In terms of the visual style of the application, the native design elements introduced in the September app redesign are still present. This includes the main action bar and article multi-select feature (used for sharing or building customized article “playlists”). The most noticeable visual change for users will actually be new the new, dynamic interface. On the phone, articles are laid out in one column and images are restricted to small and medium-sized crops, while on tablet devices, the layouts have multiple columns, larger images and scaled typography.

Subscription pricing remains unchanged: a subscription to NYTimes.com + smartphone apps is $15; with tablet apps it’s $20; and all-digital access is $35; home subscribers have unlimited access to all the above). The Times says it doesn’t break out its digital subscriber numbers by device, but as of Q3 2012, it had 566,000 paid subscribers to its various digital subscription packages, e-readers, and replica editions of The New York Times and its global edition, The International Herald Tribune.

News of the Android relaunch follows the release of an HTML5-optimized version of The Times in October – a move clearly meant to route around Apple’s Newsstand (and Apple’s cut).

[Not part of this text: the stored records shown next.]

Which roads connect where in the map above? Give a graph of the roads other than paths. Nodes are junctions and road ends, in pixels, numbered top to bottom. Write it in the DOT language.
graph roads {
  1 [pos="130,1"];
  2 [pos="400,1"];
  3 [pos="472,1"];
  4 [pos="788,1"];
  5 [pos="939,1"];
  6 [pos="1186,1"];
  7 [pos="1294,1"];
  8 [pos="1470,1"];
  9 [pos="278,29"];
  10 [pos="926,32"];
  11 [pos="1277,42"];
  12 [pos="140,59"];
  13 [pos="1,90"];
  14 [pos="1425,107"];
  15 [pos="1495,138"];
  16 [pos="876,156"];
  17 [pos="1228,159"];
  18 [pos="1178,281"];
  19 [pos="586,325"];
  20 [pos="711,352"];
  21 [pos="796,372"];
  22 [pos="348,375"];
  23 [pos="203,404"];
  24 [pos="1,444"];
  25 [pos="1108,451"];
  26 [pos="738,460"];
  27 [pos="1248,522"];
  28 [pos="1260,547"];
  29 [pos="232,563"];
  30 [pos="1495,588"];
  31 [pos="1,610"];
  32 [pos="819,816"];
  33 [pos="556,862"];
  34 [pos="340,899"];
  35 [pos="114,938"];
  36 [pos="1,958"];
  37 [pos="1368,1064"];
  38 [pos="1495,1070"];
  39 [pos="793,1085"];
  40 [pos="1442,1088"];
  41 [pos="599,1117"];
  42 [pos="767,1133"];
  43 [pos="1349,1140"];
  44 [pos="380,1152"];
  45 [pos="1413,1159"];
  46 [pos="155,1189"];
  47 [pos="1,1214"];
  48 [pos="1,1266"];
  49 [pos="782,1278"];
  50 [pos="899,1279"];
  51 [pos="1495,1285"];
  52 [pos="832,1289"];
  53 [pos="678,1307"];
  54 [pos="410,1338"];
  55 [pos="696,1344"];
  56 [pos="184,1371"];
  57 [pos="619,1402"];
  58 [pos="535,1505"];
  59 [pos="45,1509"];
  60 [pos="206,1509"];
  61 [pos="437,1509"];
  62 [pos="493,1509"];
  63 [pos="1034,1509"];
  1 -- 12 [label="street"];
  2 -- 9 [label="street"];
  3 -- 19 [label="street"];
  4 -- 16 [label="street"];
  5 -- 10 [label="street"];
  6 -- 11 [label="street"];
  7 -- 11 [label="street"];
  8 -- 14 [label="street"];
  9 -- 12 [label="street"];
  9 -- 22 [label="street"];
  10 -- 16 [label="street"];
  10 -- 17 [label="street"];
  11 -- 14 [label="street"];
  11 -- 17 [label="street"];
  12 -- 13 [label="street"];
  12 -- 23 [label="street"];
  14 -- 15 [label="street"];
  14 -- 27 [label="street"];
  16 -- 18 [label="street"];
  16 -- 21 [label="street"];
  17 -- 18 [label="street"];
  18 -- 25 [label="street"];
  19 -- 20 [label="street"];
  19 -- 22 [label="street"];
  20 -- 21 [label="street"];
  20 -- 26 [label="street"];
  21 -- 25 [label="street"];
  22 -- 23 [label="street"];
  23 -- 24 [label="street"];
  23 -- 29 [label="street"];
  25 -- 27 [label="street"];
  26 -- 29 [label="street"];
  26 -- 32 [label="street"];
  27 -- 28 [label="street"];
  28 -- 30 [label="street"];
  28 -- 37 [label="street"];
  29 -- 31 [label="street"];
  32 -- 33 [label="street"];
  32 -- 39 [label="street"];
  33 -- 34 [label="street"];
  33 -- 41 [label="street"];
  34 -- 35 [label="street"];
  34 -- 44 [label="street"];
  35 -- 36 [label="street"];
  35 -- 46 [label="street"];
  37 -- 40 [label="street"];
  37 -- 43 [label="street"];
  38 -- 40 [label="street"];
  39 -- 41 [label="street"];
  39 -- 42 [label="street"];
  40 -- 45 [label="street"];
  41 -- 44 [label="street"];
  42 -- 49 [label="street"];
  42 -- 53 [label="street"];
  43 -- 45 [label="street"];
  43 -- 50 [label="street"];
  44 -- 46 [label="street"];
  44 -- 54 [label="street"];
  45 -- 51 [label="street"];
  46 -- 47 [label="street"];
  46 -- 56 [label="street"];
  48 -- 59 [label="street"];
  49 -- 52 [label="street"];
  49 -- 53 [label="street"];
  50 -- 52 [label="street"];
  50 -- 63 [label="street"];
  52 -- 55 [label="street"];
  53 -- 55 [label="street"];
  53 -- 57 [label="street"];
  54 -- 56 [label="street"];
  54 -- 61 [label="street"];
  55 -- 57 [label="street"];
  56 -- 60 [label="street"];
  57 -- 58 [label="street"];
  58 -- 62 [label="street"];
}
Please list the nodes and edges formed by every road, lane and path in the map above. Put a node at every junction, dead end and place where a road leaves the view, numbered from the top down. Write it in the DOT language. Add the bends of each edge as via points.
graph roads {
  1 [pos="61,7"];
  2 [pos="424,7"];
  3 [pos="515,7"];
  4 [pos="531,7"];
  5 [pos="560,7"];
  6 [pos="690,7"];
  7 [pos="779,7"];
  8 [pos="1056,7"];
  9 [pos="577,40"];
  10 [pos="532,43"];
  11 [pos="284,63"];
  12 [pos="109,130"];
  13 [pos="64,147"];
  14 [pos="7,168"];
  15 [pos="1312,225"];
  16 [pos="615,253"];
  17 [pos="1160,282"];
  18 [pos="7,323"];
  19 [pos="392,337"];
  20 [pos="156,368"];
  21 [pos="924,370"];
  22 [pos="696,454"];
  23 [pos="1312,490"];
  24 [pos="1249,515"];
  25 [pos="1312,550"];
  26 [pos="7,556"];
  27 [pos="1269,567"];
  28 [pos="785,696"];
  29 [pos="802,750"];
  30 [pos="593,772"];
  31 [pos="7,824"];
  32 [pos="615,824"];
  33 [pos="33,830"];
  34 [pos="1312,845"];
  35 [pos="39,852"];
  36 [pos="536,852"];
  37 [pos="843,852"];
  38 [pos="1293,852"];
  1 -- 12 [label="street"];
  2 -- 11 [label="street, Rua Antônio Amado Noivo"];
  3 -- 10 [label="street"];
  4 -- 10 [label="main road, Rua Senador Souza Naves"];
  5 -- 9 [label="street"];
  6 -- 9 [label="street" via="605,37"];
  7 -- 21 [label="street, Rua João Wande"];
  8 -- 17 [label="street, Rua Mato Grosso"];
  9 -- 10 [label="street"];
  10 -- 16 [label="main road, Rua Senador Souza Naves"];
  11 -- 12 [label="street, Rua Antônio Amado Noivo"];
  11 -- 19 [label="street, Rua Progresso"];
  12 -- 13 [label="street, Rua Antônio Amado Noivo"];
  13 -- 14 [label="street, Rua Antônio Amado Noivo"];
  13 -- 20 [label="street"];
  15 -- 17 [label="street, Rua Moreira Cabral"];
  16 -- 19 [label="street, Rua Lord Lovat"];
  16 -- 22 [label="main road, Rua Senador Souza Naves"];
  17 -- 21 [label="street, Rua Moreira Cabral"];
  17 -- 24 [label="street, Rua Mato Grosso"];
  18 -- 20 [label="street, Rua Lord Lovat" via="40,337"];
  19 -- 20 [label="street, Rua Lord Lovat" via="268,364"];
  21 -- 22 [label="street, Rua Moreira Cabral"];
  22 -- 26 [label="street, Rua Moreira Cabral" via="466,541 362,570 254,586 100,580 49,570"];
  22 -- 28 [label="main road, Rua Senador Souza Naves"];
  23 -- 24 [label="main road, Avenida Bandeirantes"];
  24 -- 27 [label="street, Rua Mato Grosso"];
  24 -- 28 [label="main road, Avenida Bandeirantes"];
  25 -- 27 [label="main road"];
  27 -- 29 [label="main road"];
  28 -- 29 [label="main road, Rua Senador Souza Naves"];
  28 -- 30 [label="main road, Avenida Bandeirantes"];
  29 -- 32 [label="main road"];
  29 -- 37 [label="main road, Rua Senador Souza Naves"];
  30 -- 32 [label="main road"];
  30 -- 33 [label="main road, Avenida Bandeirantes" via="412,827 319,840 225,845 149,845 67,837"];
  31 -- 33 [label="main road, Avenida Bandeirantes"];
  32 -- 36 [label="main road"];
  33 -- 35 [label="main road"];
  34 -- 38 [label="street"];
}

Catering To The Digital Crowd

Optimizing for the tablet isn’t just a good move to enhance the user experience, however. A Pew Research study recently found that tablet owners tend to read for longer periods, and delve into more in-depth articles. Tablet owners spend an average of 51 minutes on news, the report said, while smartphone owners spend 54 minutes. But those who own both devices, read for 64 minutes on the tablet, and 54 minutes on their smartphones. 69 percent of tablet owners also read a full article when browsing through headlines, the report found. These are precisely the kinds of users The Times, and all news media organizations, for that matter, need to cater to.

Another Pew study, released today, also speaks to the growing number of young readers who consume news digitally. The numbers revealed are both good and bad for paywalled news organizations like The NYT. Young adults rival or surpass older generations as news consumers, Pew says. 37 percent of smartphone owners ages 18 to 29 get news on their devices daily, while 40 percent of those 30 to 49 do. In the higher age brackets, 31 percent of those 50 to 64 read on mobile and 25 percent of the 60+ crowd do as well.

Younger readers are also more likely to share news they read on mobile or tablet, and engage with ads. Those ages 18 to 29 were twice as likely to “at least sometimes” touch an ad on a tablet than those ages 30 to 49.

Good so far, but…

Pew also found that paying users tended to be the older crowd – those over 50 were more likely to have a print/digital combo: 20 percent did, while only 12 percent of those under 50 also do. And only 9 percent of the under 50 group said they had digital-only subscriptions.

The updated NYT app is live now in Google Play here.